ASSIGNED TASK ::
Copy every line of the data exactly, keeping out any picture.

Items listed in a dataset
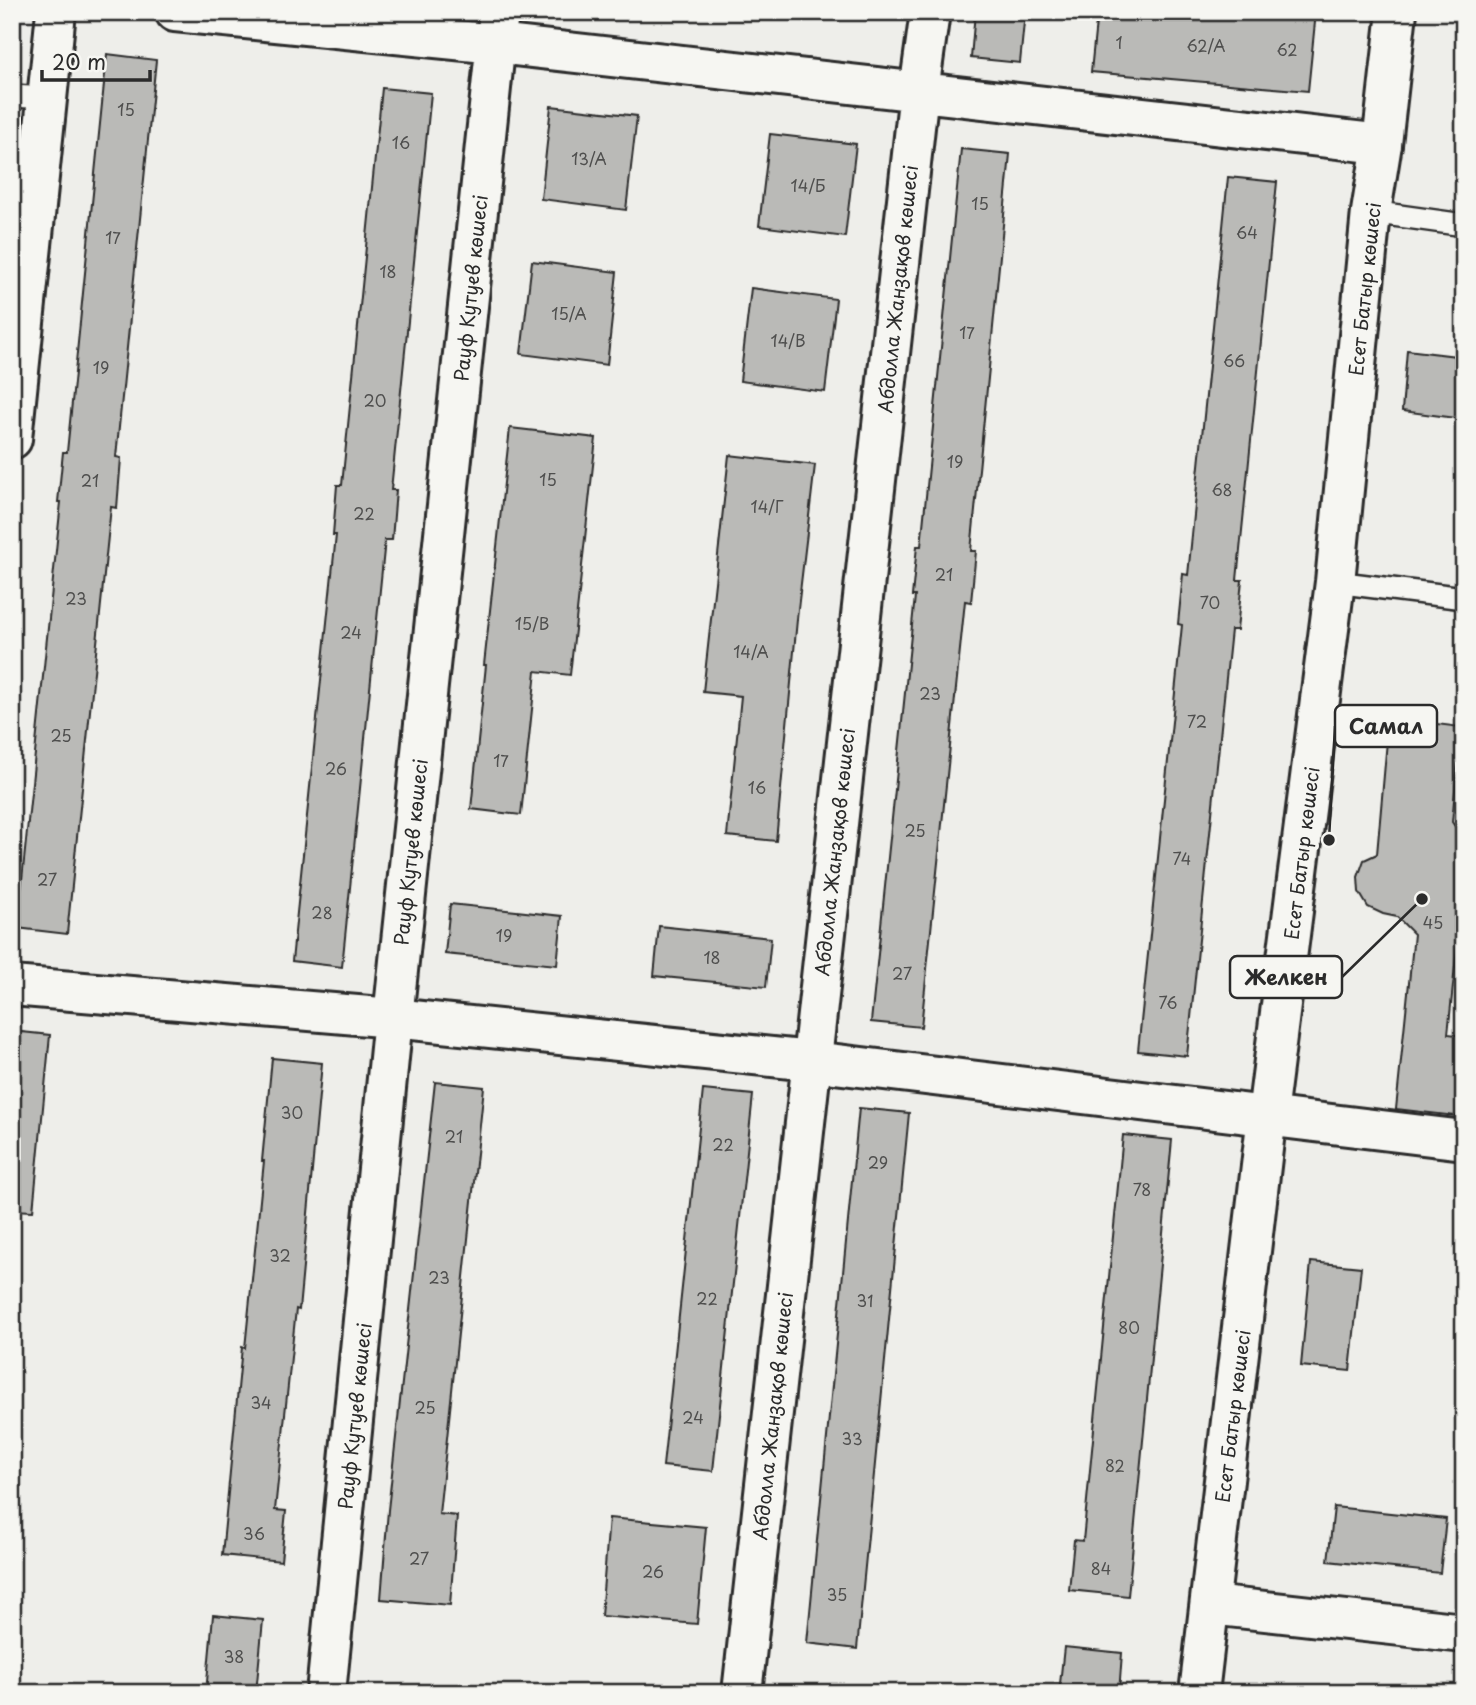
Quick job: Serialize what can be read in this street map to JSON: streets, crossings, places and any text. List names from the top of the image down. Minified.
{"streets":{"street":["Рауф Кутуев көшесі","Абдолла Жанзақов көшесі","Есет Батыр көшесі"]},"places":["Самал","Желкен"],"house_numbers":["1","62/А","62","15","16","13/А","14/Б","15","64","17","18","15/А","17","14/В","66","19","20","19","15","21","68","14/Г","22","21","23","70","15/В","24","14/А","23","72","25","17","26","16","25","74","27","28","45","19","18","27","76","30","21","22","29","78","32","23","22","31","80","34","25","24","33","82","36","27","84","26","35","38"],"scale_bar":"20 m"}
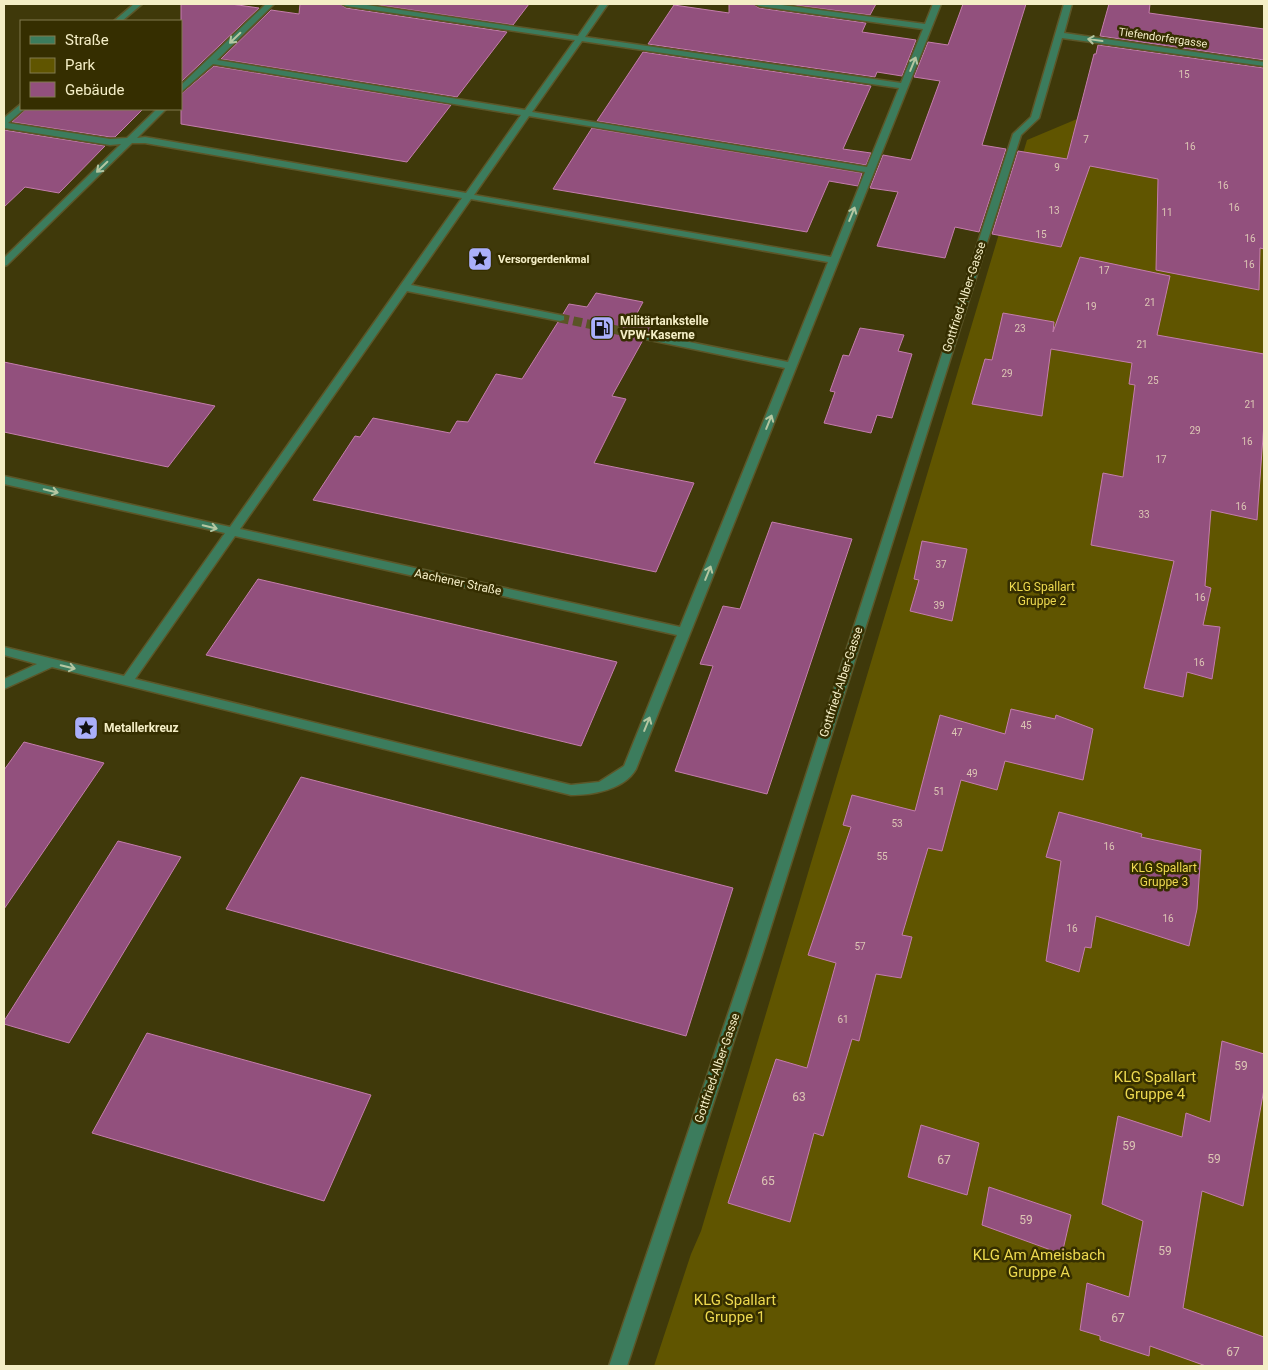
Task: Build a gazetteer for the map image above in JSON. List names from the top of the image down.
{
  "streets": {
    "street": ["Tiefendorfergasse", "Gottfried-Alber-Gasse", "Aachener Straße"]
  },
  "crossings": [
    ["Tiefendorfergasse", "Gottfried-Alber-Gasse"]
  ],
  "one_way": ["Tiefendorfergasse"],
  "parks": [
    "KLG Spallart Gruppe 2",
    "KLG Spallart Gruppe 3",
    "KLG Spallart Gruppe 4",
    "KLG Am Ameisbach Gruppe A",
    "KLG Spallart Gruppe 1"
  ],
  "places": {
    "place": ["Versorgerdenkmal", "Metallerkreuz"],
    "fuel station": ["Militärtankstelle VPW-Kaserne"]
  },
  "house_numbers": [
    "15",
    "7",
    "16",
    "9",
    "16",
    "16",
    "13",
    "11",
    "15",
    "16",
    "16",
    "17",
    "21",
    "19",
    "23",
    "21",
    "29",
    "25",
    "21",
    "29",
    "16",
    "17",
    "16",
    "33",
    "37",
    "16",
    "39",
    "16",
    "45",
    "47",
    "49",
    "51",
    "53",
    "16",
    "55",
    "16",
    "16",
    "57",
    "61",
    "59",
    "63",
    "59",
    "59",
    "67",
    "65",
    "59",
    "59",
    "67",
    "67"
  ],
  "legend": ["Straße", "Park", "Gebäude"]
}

OUTPUT FOR THIS EXERCISE ::
Quick job: Serialize what can be read in this street map to JSON: streets, crossings, places and any text. List names from the top of the image down. Minified.
{"streets":{"street":["Рауф Кутуев көшесі","Абдолла Жанзақов көшесі","Есет Батыр көшесі"]},"places":["Самал","Желкен"],"house_numbers":["1","62/А","62","15","16","13/А","14/Б","15","64","17","18","15/А","17","14/В","66","19","20","19","15","21","68","14/Г","22","21","23","70","15/В","24","14/А","23","72","25","17","26","16","25","74","27","28","45","19","18","27","76","30","21","22","29","78","32","23","22","31","80","34","25","24","33","82","36","27","84","26","35","38"],"scale_bar":"20 m"}
Task: Build a gazetteer for the map image above in JSON. List names from the top of the image down.
{
  "streets": {
    "street": ["Tiefendorfergasse", "Gottfried-Alber-Gasse", "Aachener Straße"]
  },
  "crossings": [
    ["Tiefendorfergasse", "Gottfried-Alber-Gasse"]
  ],
  "one_way": ["Tiefendorfergasse"],
  "parks": [
    "KLG Spallart Gruppe 2",
    "KLG Spallart Gruppe 3",
    "KLG Spallart Gruppe 4",
    "KLG Am Ameisbach Gruppe A",
    "KLG Spallart Gruppe 1"
  ],
  "places": {
    "place": ["Versorgerdenkmal", "Metallerkreuz"],
    "fuel station": ["Militärtankstelle VPW-Kaserne"]
  },
  "house_numbers": [
    "15",
    "7",
    "16",
    "9",
    "16",
    "16",
    "13",
    "11",
    "15",
    "16",
    "16",
    "17",
    "21",
    "19",
    "23",
    "21",
    "29",
    "25",
    "21",
    "29",
    "16",
    "17",
    "16",
    "33",
    "37",
    "16",
    "39",
    "16",
    "45",
    "47",
    "49",
    "51",
    "53",
    "16",
    "55",
    "16",
    "16",
    "57",
    "61",
    "59",
    "63",
    "59",
    "59",
    "67",
    "65",
    "59",
    "59",
    "67",
    "67"
  ],
  "legend": ["Straße", "Park", "Gebäude"]
}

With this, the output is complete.